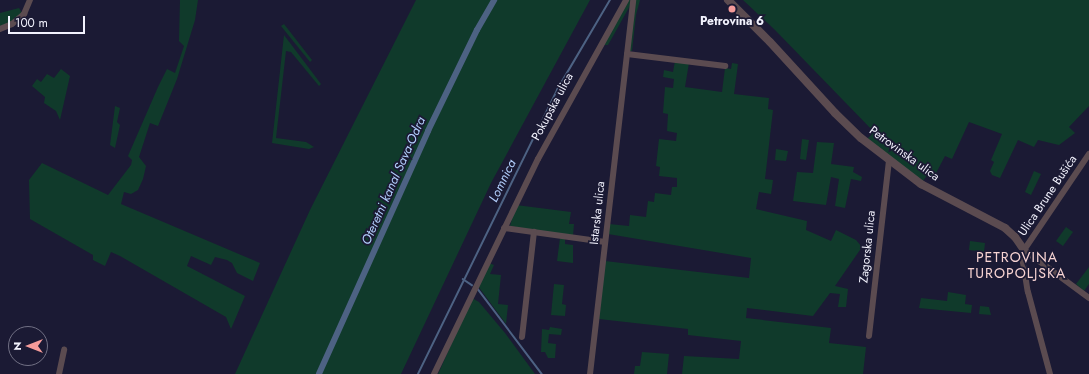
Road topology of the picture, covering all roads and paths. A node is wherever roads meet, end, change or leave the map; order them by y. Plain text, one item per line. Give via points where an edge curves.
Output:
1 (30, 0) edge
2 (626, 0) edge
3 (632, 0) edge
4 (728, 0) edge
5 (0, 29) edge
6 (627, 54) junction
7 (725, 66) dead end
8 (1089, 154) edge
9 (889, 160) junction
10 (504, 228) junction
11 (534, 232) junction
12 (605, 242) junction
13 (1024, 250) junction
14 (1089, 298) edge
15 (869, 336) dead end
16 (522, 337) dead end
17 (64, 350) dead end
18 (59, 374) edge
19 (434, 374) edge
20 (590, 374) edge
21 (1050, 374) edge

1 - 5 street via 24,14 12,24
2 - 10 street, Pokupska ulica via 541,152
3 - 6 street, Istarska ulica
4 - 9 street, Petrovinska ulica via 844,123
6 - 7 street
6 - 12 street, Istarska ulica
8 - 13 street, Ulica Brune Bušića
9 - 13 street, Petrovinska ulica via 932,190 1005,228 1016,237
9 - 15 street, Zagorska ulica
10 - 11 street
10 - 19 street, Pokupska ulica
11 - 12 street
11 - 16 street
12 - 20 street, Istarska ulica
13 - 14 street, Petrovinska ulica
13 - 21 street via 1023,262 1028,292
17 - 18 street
...
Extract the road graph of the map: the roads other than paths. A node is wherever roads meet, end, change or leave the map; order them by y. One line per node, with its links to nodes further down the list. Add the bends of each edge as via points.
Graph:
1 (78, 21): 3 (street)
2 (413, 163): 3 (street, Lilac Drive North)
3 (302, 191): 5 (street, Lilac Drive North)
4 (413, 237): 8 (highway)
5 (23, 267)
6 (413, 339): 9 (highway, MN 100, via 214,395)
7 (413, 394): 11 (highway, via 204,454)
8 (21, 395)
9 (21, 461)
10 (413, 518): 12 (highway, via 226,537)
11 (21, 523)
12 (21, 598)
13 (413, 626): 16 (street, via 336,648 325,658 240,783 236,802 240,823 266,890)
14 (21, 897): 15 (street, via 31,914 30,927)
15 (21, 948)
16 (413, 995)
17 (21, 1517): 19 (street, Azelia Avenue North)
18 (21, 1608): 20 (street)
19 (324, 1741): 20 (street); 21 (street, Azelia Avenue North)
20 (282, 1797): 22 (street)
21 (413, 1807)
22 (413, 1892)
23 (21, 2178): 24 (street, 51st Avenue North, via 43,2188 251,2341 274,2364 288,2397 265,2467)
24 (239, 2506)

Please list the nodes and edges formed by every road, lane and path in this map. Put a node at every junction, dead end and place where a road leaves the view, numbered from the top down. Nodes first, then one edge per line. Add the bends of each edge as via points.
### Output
* * *
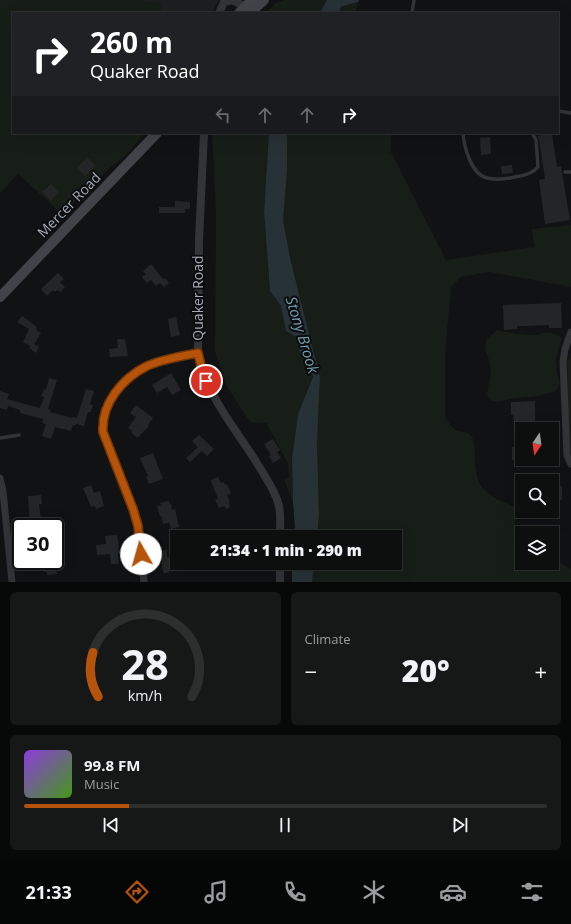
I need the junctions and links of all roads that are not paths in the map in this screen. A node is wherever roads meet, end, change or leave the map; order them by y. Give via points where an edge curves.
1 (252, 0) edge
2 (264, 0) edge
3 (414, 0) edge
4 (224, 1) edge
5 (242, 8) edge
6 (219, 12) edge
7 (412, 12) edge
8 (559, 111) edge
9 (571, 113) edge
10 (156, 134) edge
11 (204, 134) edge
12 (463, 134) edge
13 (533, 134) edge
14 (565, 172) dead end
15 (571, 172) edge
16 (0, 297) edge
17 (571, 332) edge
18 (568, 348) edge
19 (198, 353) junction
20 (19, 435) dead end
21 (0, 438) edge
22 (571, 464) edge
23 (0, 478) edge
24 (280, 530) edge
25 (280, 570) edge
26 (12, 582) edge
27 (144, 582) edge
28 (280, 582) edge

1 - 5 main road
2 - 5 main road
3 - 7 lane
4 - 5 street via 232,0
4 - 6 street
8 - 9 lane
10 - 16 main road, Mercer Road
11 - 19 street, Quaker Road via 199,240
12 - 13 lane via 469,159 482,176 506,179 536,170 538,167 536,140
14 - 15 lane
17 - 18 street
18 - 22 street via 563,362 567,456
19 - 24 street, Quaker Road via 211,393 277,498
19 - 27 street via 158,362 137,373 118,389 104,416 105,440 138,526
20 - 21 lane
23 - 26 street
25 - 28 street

- _Task goal_:
In the entries above, count each line that includes "nodes" and report the total with no other text.

- _Answer to this problem_:
2